▸ Task to carry out:
Search the listing for the string "Francis" and copy every line that contains it.

▸ Data for this task:
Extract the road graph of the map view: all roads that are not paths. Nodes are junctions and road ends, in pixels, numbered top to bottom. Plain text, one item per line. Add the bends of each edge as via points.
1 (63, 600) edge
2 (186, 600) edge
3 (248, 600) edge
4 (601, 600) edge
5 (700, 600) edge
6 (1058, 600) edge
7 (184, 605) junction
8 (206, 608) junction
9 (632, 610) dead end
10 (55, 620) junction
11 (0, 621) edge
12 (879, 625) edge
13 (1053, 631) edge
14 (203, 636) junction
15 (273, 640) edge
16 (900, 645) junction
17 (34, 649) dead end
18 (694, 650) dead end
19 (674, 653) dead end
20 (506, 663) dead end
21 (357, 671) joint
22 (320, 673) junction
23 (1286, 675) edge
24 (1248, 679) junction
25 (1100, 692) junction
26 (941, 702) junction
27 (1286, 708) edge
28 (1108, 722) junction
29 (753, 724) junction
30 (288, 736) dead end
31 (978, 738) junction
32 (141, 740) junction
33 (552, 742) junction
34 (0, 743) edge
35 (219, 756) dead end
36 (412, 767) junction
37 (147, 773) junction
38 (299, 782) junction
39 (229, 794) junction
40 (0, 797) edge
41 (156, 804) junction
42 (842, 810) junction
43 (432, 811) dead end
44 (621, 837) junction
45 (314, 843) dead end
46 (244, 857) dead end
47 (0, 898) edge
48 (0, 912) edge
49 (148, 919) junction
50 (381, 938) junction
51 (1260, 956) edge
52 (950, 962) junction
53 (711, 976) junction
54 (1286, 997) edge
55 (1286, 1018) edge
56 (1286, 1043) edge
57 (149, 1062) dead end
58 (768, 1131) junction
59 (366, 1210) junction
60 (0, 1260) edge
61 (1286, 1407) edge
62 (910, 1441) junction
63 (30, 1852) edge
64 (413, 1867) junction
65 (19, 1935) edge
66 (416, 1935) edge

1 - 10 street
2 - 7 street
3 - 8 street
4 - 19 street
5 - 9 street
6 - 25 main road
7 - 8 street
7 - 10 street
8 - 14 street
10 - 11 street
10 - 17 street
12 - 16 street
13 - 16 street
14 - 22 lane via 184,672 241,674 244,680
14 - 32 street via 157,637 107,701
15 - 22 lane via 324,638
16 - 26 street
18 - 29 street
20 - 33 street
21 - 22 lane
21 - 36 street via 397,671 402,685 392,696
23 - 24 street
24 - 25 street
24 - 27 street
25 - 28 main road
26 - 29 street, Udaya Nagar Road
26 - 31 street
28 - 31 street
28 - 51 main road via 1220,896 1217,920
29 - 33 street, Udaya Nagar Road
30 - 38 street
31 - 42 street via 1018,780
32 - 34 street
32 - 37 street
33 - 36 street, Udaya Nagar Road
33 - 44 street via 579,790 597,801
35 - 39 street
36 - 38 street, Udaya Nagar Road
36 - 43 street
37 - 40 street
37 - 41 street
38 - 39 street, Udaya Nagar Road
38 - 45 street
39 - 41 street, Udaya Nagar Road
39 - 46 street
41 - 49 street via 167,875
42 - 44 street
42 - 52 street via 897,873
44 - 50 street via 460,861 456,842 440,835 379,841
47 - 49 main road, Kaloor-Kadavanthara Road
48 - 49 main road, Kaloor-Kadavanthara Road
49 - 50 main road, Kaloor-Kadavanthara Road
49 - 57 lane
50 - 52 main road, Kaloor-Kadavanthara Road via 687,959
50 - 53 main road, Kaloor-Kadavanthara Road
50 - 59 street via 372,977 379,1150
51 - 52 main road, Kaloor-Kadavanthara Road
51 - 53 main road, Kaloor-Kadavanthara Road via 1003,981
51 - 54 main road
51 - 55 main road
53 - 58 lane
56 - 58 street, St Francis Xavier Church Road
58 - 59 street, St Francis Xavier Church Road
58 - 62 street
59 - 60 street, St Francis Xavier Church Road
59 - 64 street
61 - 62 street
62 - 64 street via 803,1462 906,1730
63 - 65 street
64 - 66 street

▸ Response area:
56 - 58 street, St Francis Xavier Church Road
58 - 59 street, St Francis Xavier Church Road
59 - 60 street, St Francis Xavier Church Road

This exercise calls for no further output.